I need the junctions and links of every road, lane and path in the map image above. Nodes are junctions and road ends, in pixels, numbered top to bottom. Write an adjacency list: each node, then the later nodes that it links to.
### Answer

==========

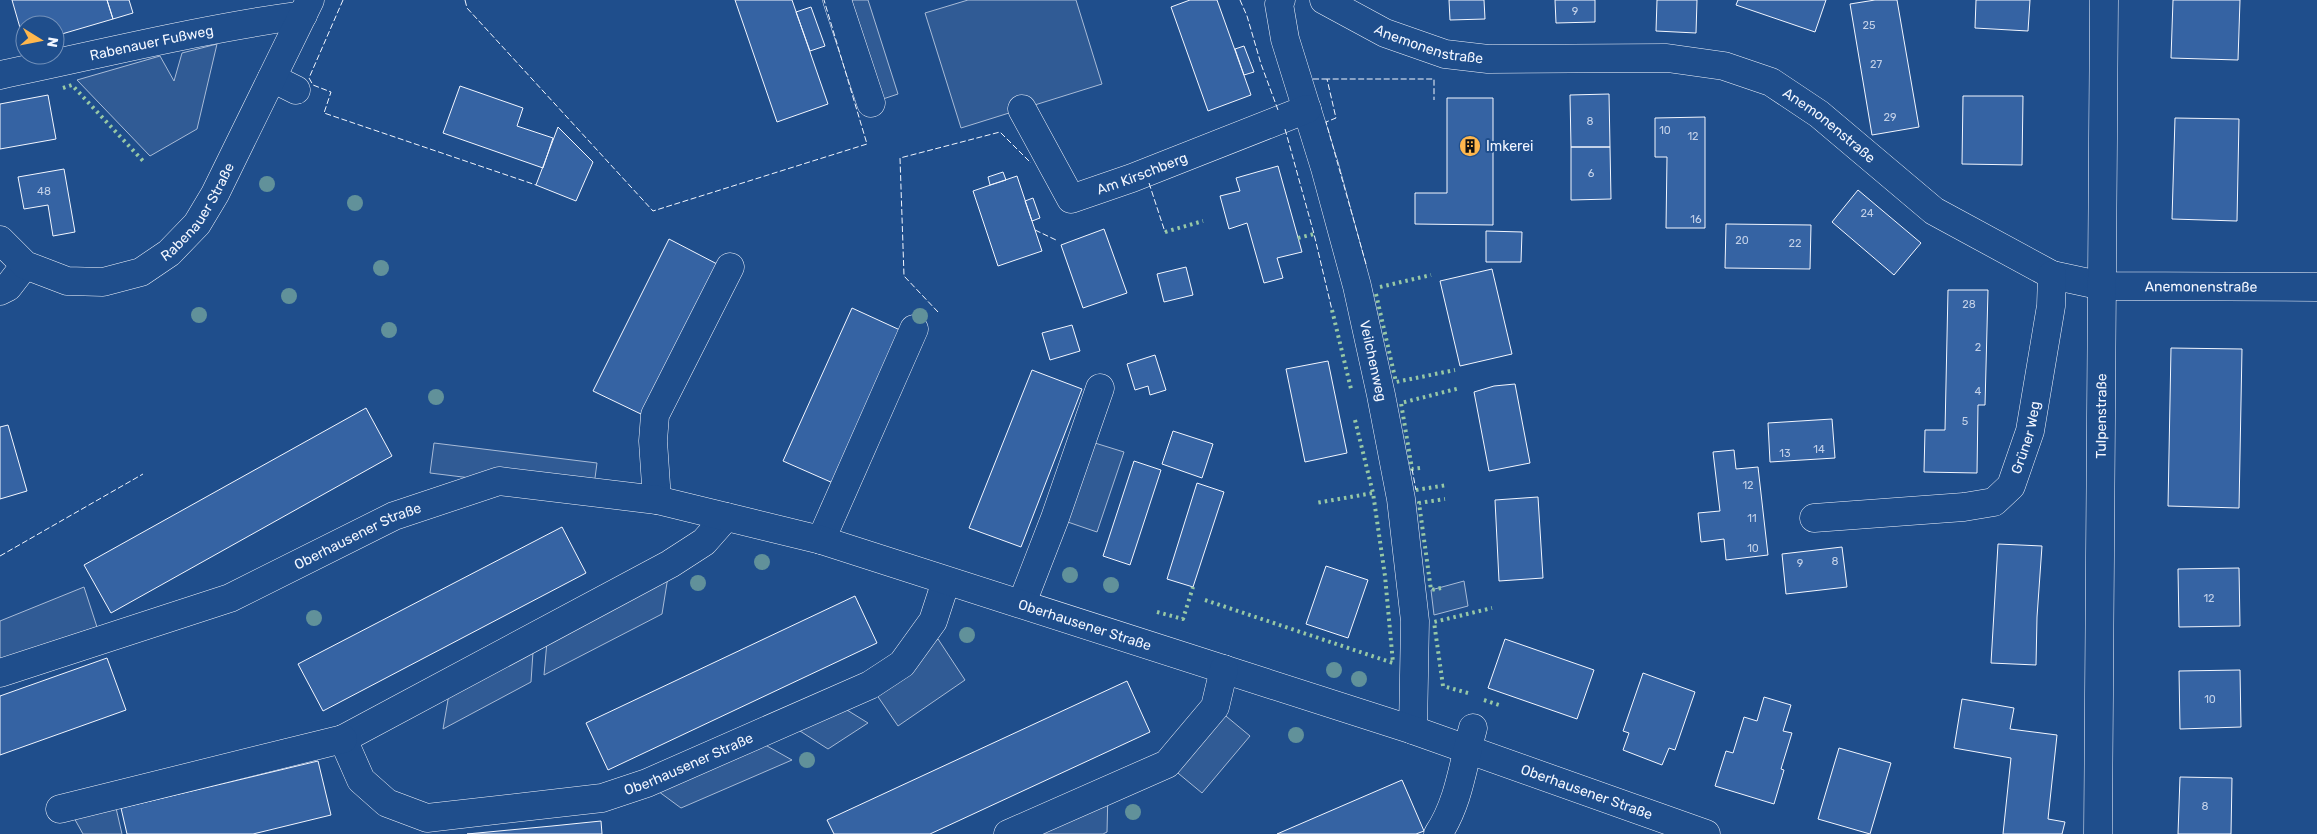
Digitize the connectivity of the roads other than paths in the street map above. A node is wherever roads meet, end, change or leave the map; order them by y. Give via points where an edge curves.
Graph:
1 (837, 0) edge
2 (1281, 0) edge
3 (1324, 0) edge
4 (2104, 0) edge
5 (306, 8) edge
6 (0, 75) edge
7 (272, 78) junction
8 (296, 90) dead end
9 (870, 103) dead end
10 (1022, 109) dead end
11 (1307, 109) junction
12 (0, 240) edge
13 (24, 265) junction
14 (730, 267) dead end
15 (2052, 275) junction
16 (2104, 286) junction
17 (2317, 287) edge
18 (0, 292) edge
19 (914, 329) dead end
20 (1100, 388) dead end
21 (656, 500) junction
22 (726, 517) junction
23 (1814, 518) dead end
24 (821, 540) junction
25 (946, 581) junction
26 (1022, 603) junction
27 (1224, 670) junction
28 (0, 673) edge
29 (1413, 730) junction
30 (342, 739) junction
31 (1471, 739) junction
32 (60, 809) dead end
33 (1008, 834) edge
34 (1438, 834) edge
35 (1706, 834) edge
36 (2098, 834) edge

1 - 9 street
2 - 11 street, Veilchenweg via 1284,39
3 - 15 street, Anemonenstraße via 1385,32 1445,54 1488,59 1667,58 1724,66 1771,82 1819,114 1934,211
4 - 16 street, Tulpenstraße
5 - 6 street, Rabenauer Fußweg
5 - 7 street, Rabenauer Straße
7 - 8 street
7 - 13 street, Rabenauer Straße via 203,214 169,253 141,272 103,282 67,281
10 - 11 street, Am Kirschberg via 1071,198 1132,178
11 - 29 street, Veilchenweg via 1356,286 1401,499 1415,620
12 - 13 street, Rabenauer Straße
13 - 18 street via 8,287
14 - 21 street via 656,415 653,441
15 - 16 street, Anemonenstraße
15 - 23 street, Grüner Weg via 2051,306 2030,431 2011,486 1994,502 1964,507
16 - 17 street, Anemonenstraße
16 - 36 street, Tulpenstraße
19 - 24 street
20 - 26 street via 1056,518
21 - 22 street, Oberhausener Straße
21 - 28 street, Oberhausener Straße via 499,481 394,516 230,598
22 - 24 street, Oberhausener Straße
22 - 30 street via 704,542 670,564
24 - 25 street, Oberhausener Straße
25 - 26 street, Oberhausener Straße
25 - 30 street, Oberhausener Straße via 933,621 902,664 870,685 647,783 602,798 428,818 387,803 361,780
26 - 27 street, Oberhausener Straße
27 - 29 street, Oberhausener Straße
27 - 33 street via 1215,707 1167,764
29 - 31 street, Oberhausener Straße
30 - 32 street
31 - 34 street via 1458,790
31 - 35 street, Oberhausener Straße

==========

◆ Try it ◆
Determine how many lines of the entries contain the string "above", and reply with nothing but the number.

◆ Solved exercise ◆
2